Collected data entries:
# # # #
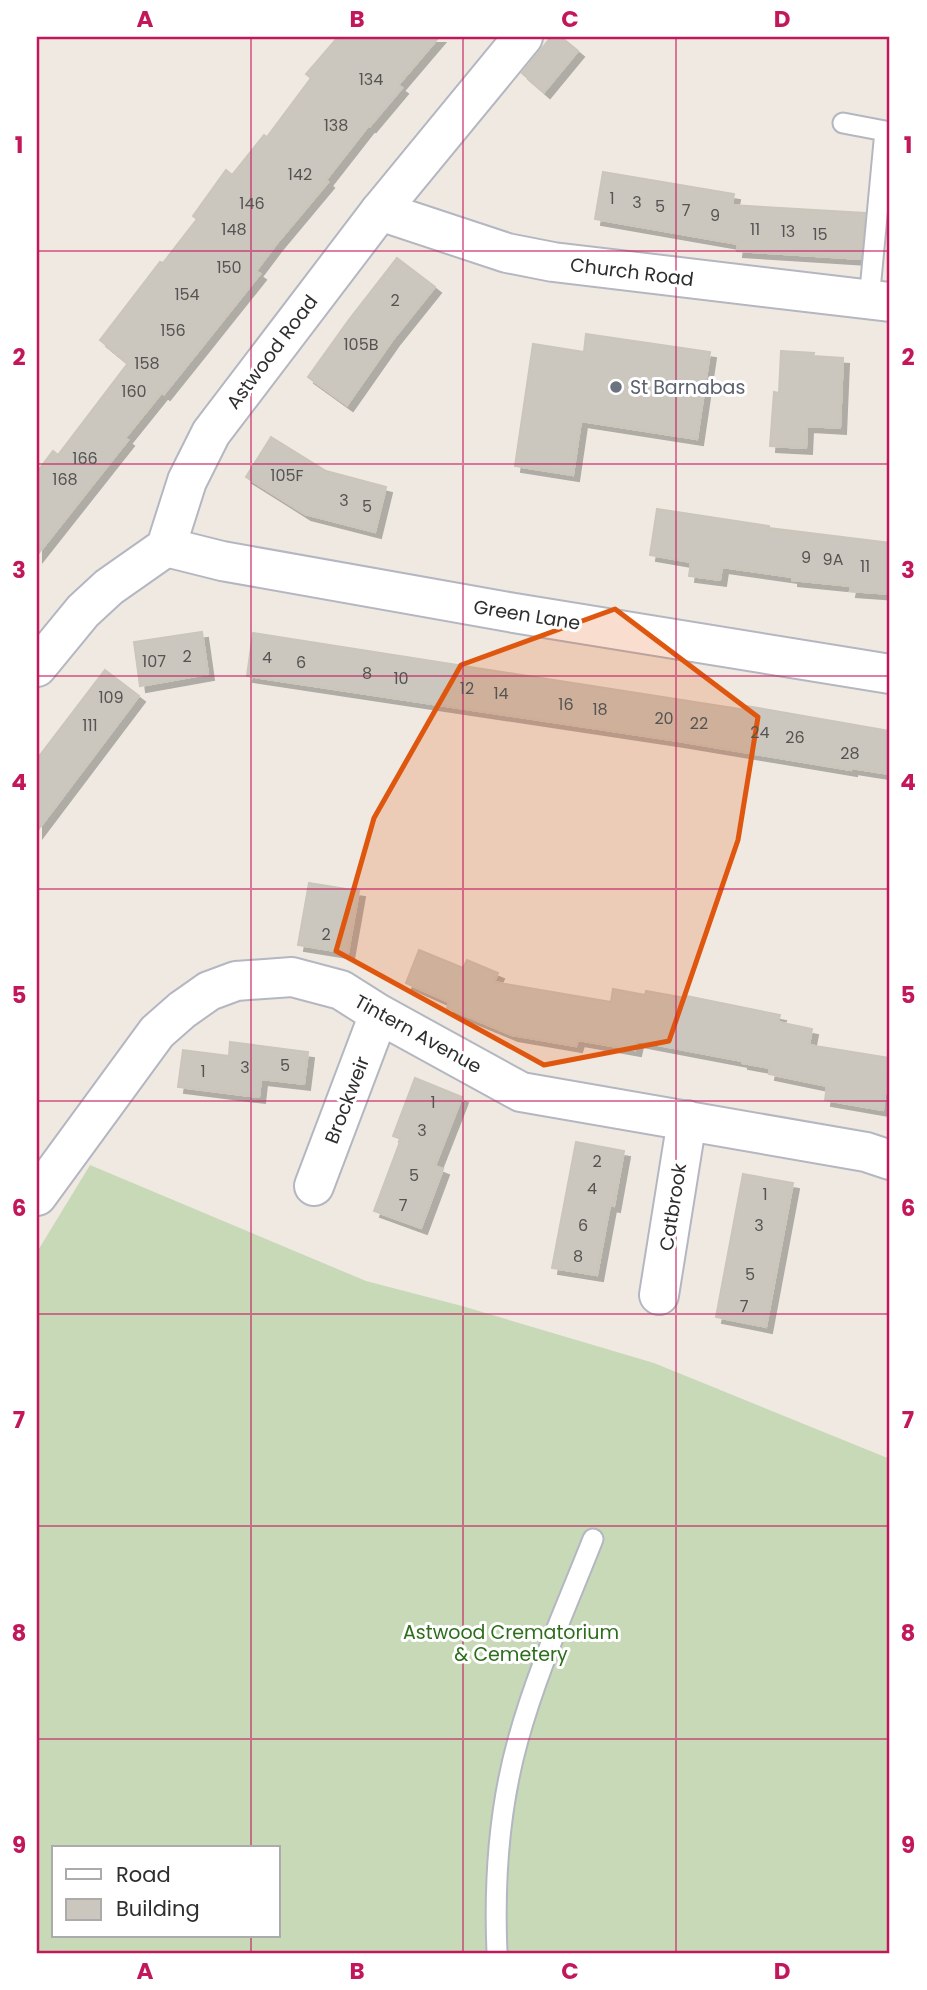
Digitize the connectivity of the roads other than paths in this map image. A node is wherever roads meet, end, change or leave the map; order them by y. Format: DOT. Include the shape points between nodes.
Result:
graph roads {
  1 [pos="523,37"];
  2 [pos="843,123"];
  3 [pos="380,211"];
  4 [pos="880,301"];
  5 [pos="166,547"];
  6 [pos="37,667"];
  7 [pos="890,674"];
  8 [pos="379,1014"];
  9 [pos="687,1119"];
  10 [pos="890,1160"];
  11 [pos="314,1186"];
  12 [pos="37,1196"];
  13 [pos="659,1295"];
  14 [pos="593,1539"];
  15 [pos="498,1953"];
  1 -- 3 [label="street, Astwood Road"];
  2 -- 4 [label="lane" via="885,131"];
  3 -- 4 [label="street, Church Road" via="507,253 553,262"];
  3 -- 5 [label="street, Astwood Road" via="211,433 187,481"];
  5 -- 6 [label="street" via="108,587"];
  5 -- 7 [label="street, Green Lane" via="514,613"];
  8 -- 9 [label="street, Tintern Avenue" via="521,1092"];
  8 -- 11 [label="street, Brockweir"];
  8 -- 12 [label="street, Tintern Avenue" via="341,990 292,977 236,981 209,991 157,1032"];
  9 -- 10 [label="street, Tintern Avenue"];
  9 -- 13 [label="street, Catbrook"];
  14 -- 15 [label="lane" via="517,1742 500,1857"];
}
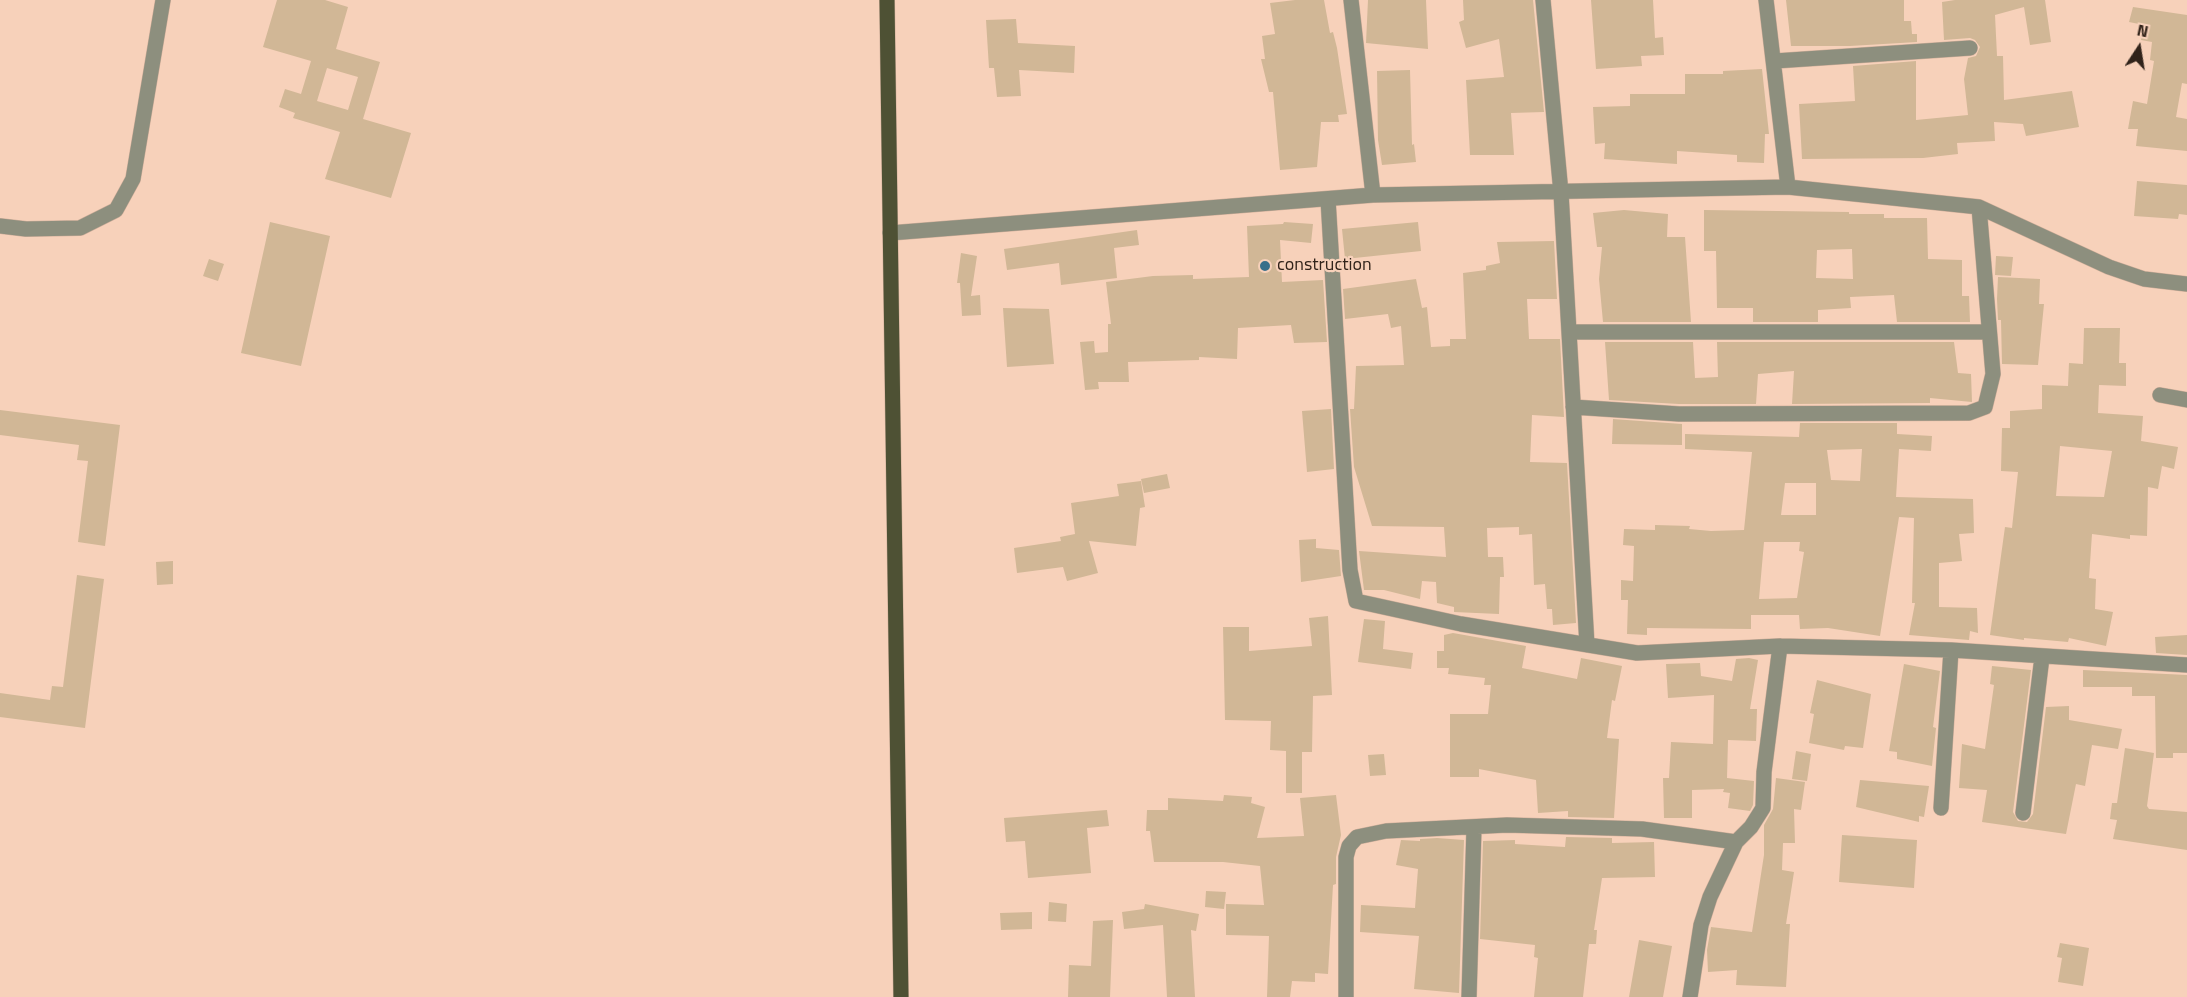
# # # #
WHAT TO DO:
The result should be the full set of entries above, restated exactly and without images.

TASK OUTPUT:
Digitize the connectivity of the roads other than paths in this map image. A node is wherever roads meet, end, change or leave the map; order them by y. Format: DOT. Include the shape points between nodes.
Result:
graph roads {
  1 [pos="523,37"];
  2 [pos="843,123"];
  3 [pos="380,211"];
  4 [pos="880,301"];
  5 [pos="166,547"];
  6 [pos="37,667"];
  7 [pos="890,674"];
  8 [pos="379,1014"];
  9 [pos="687,1119"];
  10 [pos="890,1160"];
  11 [pos="314,1186"];
  12 [pos="37,1196"];
  13 [pos="659,1295"];
  14 [pos="593,1539"];
  15 [pos="498,1953"];
  1 -- 3 [label="street, Astwood Road"];
  2 -- 4 [label="lane" via="885,131"];
  3 -- 4 [label="street, Church Road" via="507,253 553,262"];
  3 -- 5 [label="street, Astwood Road" via="211,433 187,481"];
  5 -- 6 [label="street" via="108,587"];
  5 -- 7 [label="street, Green Lane" via="514,613"];
  8 -- 9 [label="street, Tintern Avenue" via="521,1092"];
  8 -- 11 [label="street, Brockweir"];
  8 -- 12 [label="street, Tintern Avenue" via="341,990 292,977 236,981 209,991 157,1032"];
  9 -- 10 [label="street, Tintern Avenue"];
  9 -- 13 [label="street, Catbrook"];
  14 -- 15 [label="lane" via="517,1742 500,1857"];
}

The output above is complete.